HHS Issues Guidance On Disposing Of Electronic Devices And Media

The U.S. Department of Health and Human Services (HHS) recently issued a newsletter providing guidance on the proper decommission and disposal of electronic devices and media containing sensitive information, such as electronic protected health information (ePHI). 

The protection of ePHI is required of covered entities which includes health plans. Accordingly, this responsibility falls on employers that sponsor self-insured health plans (which include health flexible spending accounts).
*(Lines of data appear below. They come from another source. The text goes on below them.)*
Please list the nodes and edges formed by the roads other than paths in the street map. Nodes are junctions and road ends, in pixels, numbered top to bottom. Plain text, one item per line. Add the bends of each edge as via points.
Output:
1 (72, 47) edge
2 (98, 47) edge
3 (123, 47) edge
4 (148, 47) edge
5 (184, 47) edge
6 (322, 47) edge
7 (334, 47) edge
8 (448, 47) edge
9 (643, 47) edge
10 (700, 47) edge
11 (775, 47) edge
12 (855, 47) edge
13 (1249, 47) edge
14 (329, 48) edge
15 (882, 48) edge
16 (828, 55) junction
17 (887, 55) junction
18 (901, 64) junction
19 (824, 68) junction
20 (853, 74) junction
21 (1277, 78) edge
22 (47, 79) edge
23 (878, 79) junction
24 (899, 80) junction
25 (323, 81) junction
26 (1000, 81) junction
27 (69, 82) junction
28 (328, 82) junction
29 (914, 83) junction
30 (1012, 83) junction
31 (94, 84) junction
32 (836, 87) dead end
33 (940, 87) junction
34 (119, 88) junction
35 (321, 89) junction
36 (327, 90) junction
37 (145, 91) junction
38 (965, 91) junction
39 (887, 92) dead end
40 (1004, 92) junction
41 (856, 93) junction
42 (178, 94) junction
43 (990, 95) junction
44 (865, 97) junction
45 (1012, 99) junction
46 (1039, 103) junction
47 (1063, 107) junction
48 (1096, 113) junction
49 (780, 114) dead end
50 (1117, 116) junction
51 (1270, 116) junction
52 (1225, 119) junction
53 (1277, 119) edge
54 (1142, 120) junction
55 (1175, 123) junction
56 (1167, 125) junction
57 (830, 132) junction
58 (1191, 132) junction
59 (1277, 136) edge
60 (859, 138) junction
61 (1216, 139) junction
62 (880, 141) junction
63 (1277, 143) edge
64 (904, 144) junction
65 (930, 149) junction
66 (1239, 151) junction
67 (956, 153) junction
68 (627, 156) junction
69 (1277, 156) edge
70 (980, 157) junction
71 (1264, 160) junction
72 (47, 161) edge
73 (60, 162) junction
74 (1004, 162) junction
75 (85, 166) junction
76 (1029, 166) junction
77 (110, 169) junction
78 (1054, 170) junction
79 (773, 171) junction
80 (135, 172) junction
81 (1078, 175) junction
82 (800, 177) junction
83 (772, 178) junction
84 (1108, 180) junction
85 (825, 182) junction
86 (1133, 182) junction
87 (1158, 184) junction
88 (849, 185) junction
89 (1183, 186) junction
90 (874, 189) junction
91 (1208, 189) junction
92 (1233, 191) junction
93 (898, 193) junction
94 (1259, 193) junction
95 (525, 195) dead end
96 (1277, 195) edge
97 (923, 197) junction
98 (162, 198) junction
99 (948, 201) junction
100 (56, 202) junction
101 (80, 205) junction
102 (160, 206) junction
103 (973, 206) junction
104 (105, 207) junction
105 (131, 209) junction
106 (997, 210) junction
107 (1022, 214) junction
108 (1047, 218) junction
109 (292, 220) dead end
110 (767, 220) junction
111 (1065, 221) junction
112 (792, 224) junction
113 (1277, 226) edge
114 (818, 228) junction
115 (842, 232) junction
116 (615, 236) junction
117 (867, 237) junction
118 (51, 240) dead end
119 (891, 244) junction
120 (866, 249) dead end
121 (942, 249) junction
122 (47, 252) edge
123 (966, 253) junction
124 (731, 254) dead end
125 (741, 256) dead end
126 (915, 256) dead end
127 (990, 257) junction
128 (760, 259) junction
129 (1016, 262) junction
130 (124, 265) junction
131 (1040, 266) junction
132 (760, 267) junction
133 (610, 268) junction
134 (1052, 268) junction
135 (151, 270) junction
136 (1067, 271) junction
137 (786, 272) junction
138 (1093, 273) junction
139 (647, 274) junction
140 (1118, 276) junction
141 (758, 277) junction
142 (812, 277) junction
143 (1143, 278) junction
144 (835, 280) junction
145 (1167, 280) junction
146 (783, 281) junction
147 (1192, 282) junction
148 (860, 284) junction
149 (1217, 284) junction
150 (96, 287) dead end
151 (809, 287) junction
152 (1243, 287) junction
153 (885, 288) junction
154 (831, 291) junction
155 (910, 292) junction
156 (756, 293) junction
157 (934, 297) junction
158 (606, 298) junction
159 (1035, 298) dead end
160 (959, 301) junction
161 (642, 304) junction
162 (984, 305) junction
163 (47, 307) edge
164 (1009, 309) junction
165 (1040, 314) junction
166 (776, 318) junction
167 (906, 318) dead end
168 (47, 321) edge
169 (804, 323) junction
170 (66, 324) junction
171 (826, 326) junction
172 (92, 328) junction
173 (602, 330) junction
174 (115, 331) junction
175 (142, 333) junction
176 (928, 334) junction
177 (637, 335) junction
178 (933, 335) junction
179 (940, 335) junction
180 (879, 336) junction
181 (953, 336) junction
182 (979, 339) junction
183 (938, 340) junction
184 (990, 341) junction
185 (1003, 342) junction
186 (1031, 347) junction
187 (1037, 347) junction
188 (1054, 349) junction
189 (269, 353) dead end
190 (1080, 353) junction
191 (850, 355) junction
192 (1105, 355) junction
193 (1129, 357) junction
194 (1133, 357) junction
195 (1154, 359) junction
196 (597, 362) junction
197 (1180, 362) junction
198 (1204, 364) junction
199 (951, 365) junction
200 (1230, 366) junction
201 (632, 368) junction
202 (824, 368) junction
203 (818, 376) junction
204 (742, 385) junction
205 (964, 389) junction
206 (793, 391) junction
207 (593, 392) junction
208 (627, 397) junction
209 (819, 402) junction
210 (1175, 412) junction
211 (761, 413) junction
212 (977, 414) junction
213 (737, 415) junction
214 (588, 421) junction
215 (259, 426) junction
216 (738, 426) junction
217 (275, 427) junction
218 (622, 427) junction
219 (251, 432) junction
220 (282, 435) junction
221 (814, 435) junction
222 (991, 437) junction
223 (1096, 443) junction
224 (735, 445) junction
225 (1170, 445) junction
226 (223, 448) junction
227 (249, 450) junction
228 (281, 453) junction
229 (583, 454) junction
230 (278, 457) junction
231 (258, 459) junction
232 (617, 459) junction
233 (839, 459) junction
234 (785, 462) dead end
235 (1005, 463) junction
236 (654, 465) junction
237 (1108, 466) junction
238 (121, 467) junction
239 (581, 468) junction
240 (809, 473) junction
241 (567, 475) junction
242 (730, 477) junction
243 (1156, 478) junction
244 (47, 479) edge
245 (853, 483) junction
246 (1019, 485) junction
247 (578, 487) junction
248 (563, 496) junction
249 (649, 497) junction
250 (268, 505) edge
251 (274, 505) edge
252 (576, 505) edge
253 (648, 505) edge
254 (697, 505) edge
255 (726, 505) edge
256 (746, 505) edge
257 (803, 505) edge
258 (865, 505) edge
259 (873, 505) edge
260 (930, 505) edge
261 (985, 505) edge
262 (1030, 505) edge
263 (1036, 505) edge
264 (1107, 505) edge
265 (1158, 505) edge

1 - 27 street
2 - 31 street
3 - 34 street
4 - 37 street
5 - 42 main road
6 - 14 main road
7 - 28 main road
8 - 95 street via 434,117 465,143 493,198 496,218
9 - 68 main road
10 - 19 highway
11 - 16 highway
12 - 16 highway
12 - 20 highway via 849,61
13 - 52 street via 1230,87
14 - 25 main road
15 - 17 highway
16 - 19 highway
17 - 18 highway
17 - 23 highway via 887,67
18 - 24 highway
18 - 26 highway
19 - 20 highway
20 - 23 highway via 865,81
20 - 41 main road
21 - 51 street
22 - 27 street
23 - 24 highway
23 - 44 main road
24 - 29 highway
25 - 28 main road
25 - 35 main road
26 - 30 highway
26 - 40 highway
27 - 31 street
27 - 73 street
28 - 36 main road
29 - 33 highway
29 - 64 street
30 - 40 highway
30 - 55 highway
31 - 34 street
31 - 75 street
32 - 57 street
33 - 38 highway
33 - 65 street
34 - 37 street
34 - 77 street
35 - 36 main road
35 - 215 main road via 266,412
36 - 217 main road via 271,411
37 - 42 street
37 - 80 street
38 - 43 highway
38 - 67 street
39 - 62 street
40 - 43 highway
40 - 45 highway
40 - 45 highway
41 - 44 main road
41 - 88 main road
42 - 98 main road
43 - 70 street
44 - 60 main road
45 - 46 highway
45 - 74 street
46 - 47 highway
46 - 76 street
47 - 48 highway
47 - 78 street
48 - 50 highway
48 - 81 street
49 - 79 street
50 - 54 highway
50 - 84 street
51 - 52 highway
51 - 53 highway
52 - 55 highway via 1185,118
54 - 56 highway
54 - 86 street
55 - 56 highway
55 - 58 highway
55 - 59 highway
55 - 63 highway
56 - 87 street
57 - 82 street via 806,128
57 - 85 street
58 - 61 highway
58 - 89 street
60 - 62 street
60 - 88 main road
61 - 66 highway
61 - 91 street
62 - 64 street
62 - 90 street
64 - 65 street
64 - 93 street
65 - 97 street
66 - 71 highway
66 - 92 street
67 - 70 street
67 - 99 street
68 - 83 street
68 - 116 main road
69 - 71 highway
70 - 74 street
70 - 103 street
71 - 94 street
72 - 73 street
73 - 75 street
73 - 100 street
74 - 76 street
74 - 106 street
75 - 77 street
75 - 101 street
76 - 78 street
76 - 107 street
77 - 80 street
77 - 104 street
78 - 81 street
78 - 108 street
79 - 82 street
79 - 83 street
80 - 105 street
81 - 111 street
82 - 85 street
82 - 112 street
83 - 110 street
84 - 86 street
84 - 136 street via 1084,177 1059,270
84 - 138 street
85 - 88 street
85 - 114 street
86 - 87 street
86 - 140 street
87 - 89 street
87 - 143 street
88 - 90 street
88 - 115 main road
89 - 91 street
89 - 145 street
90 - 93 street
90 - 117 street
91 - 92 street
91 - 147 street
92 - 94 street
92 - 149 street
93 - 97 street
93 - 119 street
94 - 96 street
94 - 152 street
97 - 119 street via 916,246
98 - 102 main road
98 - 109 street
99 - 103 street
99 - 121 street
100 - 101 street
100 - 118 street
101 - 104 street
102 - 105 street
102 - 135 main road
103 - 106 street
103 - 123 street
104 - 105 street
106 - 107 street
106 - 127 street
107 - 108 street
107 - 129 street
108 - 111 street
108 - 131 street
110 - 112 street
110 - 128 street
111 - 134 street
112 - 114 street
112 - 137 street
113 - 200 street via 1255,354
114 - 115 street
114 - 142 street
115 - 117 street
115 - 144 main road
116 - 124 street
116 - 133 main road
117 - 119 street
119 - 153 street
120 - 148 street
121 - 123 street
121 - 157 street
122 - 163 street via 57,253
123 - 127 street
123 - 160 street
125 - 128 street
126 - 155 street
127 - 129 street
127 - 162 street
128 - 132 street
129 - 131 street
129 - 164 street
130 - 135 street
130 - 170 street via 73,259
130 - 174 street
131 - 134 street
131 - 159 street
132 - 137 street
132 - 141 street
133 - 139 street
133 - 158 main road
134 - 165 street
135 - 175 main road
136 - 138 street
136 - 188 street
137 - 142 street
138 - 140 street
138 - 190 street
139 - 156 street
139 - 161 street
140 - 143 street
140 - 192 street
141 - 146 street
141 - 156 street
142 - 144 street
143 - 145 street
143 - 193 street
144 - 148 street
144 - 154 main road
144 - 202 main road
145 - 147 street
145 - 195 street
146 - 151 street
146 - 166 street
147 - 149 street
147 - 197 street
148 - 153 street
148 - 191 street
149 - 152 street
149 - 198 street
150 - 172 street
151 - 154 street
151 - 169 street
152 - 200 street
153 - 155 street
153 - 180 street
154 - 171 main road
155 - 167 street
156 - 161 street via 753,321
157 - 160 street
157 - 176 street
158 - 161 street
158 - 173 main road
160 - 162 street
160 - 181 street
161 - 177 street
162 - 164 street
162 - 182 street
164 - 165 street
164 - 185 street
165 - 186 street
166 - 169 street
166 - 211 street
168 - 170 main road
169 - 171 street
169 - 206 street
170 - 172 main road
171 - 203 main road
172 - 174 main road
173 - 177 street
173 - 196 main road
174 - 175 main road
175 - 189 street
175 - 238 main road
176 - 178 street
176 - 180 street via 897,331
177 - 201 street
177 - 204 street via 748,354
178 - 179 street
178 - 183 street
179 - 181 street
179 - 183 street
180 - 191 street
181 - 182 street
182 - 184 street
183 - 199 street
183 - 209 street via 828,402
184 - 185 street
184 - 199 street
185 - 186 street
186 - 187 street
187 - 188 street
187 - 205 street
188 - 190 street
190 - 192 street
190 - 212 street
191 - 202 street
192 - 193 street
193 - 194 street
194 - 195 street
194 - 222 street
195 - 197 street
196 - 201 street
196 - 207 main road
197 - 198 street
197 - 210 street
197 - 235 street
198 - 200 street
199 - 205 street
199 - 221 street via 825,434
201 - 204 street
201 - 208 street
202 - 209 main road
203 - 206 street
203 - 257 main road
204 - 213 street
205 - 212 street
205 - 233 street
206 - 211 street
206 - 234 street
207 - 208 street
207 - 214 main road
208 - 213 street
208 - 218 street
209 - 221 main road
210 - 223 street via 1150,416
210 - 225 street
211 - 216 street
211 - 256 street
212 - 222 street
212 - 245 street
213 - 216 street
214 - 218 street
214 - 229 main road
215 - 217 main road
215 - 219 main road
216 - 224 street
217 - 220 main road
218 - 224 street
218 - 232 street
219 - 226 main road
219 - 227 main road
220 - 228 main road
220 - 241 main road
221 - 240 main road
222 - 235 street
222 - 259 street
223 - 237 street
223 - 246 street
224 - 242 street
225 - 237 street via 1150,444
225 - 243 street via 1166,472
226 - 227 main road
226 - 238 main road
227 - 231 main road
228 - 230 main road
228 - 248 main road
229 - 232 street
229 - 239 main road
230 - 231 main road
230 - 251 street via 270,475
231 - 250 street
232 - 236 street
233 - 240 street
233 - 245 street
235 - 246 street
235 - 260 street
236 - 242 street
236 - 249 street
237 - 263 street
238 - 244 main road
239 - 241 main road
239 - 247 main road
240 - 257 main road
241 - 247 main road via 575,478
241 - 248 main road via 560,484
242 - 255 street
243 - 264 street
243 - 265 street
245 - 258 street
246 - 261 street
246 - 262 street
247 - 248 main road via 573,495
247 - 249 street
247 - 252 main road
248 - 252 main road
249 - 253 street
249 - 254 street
Such information can be stored on desktop and laptop computers, tablets, copiers, servers, smart phones, hard drives, and USB drives. Among other things, HHS suggests considering the following when developing policies regarding disposal of hardware or electronic media containing ePHI:

• Determine and document the appropriate methods to dispose of the device or media;
• Ensure that ePHI is properly destroyed and cannot be recreated;
• Ensure that ePHI previously stored on a device or media is securely removed so that it cannot be accessed;
• Identify all removable media and their use; and
• Ensure that ePHI is removed from any reusable media before it is reused. 

Data breaches and violations of HIPAA can be costly. HHS’ advice in this regard not only can protect health plans from a breach, but it also provides a glimpse into what HHS might expect of an employer if it were to audit for HIPAA security compliance.